The issue gained sharper attention this spring when the city's Digital Services team, which operates under the office of the Chief Data Officer on Dr. Carlton B. Goodlett Place, began an audit of assets stored across roughly 40 departmental subsites. The audit found that storage redundancy was driving up annual licensing costs for the city's cloud infrastructure contracts and slowing load times on high-traffic pages, including the SF311 service portal that residents use to report street conditions and request city services. Duplicate images — photographs of the same pothole filed twice, banner graphics uploaded in three slightly different sizes, event photos duplicated across department calendars — were among the most common offenders.
Why the Stakes Are High Right Now
Timing matters here. The city is in the middle of a broader push to modernize its technology stack, with the Mayor's Office of Housing and Community Development and the Planning Department both migrating legacy content to new platforms ahead of a 2027 deadline tied to state housing production mandates. Getting image libraries cleaned and standardized before those migrations is considerably cheaper than doing remediation afterward.

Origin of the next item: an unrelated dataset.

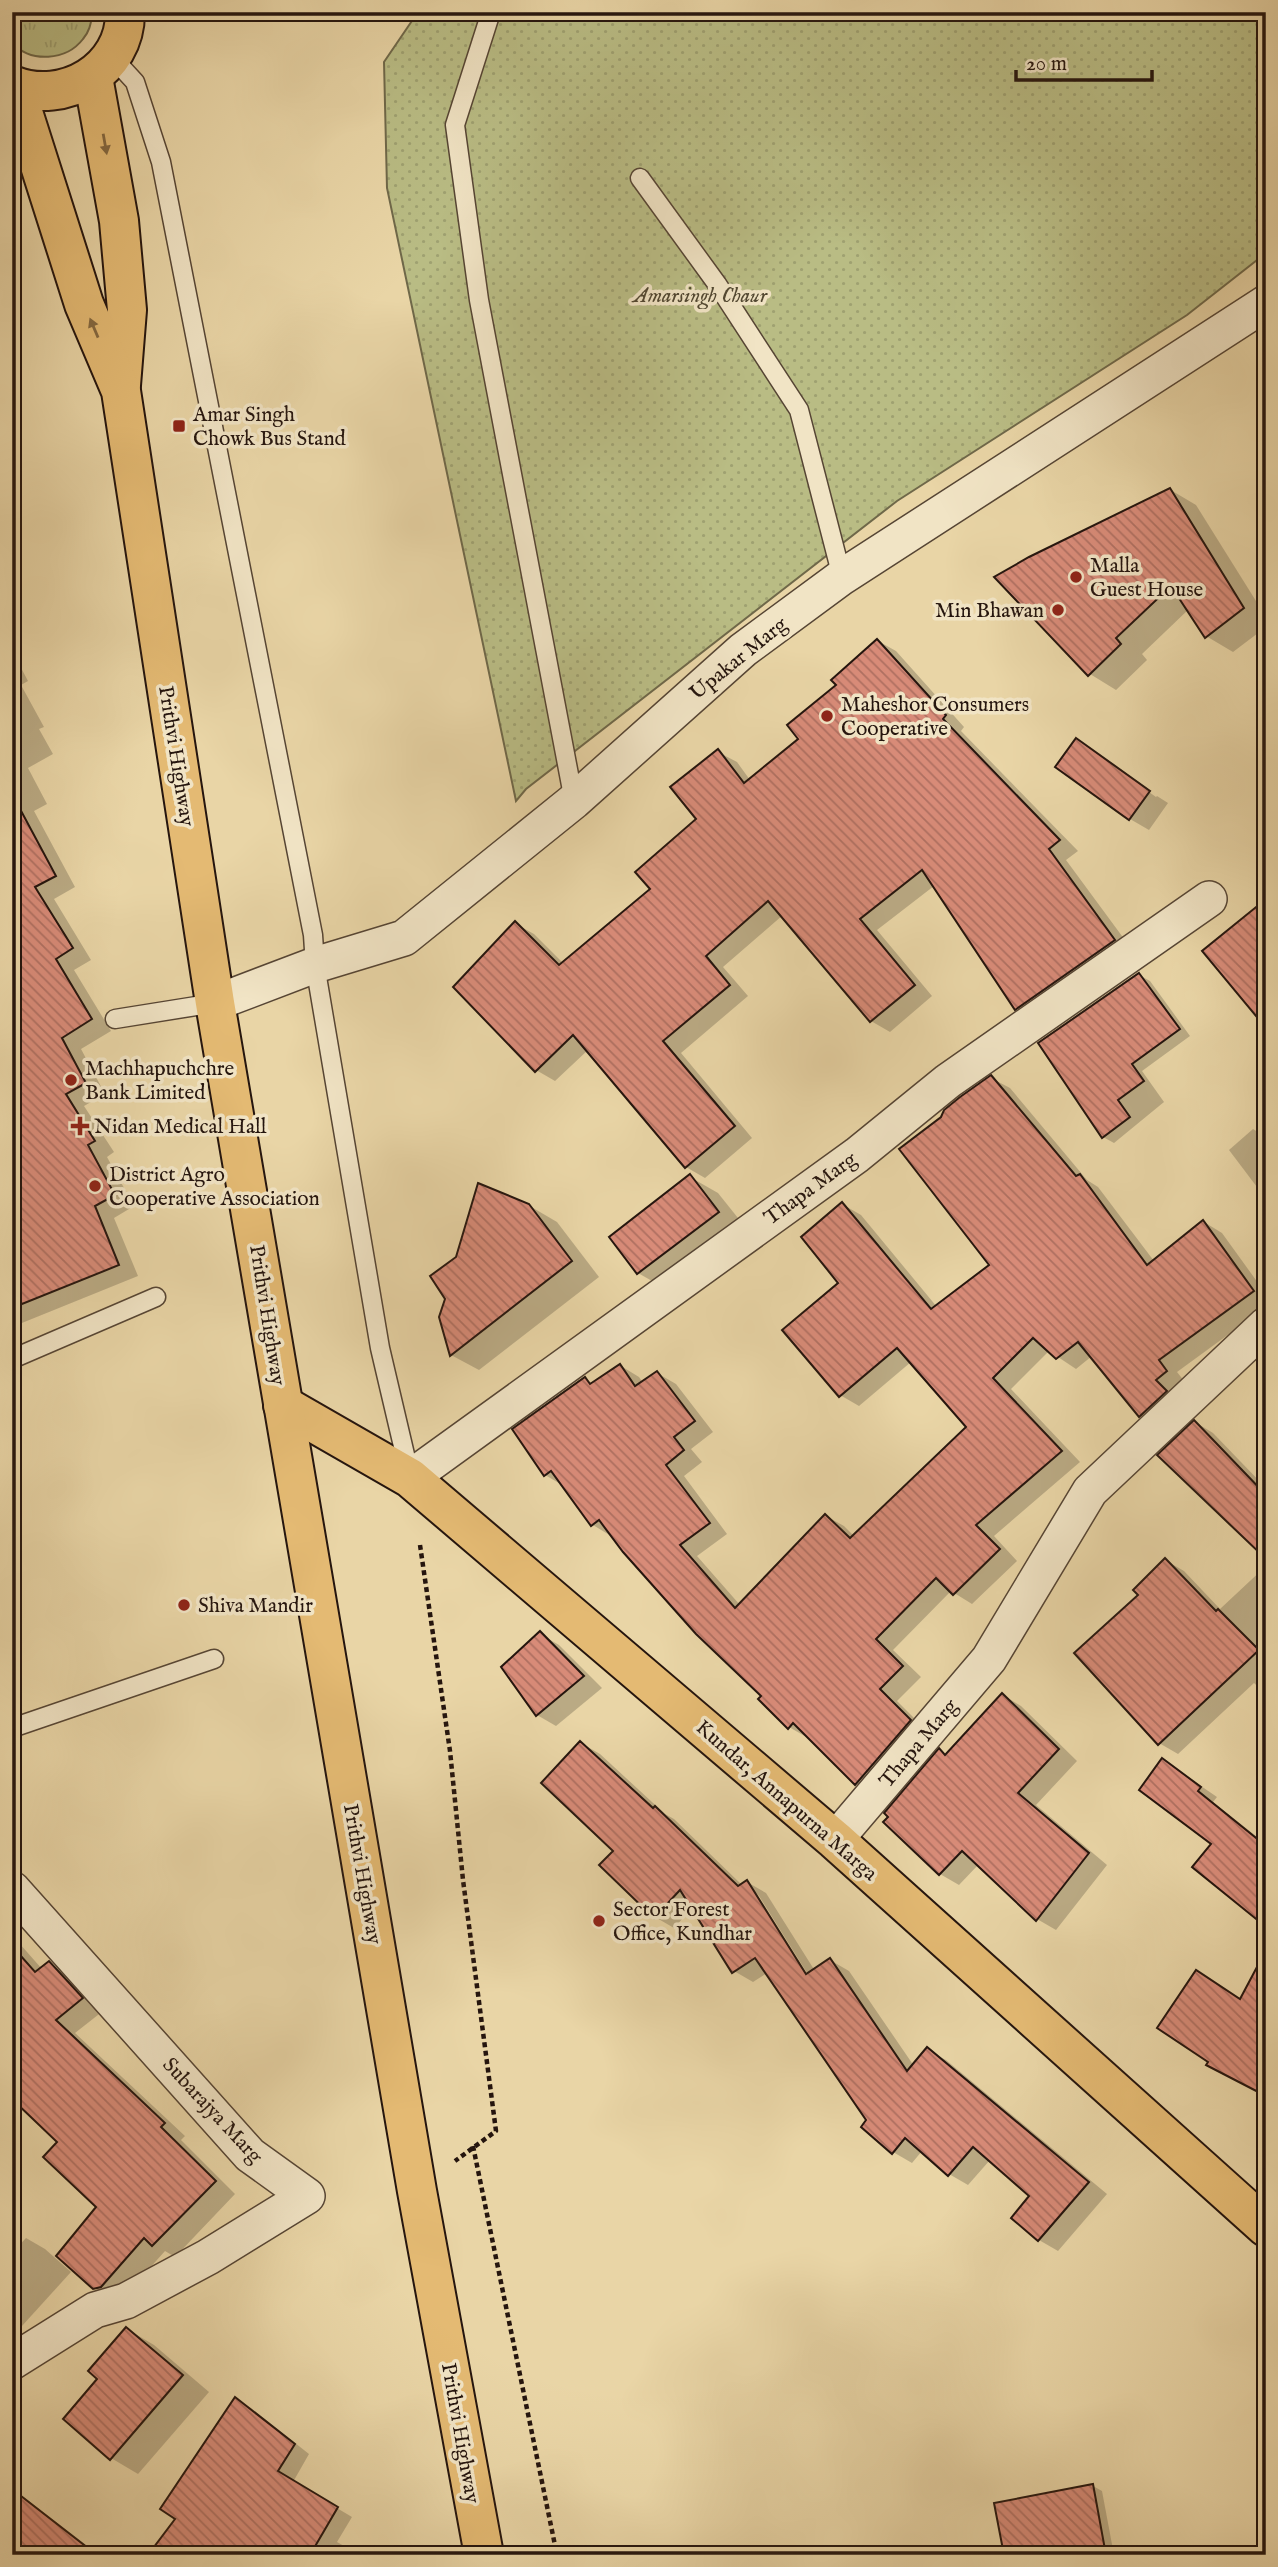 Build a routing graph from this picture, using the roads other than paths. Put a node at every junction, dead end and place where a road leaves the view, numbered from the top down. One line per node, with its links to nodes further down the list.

A 2024 report from the Government Accountability Office found that federal agencies that performed data deduplication before platform migrations reduced post-migration remediation costs by roughly 30 percent — a figure city technology officials have cited internally as a benchmark, according to documents posted on the city's public budget dashboard.
At the San Francisco Public Library's main branch on Larkin Street, digital archivists have been grappling with a parallel version of the problem. The library's digitized historical photograph collection, which includes tens of thousands of images from the San Francisco History Center, contains an estimated 12 percent duplication rate based on a 2025 internal review. Librarians have been manually flagging redundant files, but the process is slow without automated tooling. The library submitted a grant request to the California State Library earlier this year for funding to license deduplication software, and a decision on that request is expected by September.
Meanwhile, the nonprofit Code for San Francisco — a civic tech volunteer brigade that meets weekly at its Tenderloin-adjacent workspace on Sixth Street — has been prototyping an open-source image deduplication tool designed specifically for municipal use cases. The group demonstrated an early version at a city Digital Services working group meeting in May. The tool uses perceptual hashing to identify near-identical images even when file names or metadata differ, which is particularly useful for catching the kind of organic duplication that builds up when multiple departments photograph the same ribbon-cutting or public hearing.
Decisions Coming This Fall
Three choices will largely define how this plays out. First, the Department of Technology must decide by October whether to mandate a citywide image taxonomy — a standardized naming and tagging protocol — as part of the broader content governance policy currently under public comment through July 31. Second, the Digital Services team must weigh whether to contract with a commercial vendor or integrate Code for San Francisco's open-source prototype; each path carries different cost structures and long-term dependencies. Third, individual departments will need to assign staff time to actual remediation work, which doesn't happen automatically once a tool is chosen.
For residents and community organizations that depend on city portals — from the Tenderloin to the Outer Sunset — the practical payoff is faster-loading pages and more reliable search results when navigating city services. For the city's budget office, it means lower cloud storage bills at a moment when the FY2026–27 budget is already stretched across competing priorities. The audit results are expected to be made public through DataSF by August. What city leadership does with them will signal how seriously this administration treats the unglamorous but consequential work of digital housekeeping.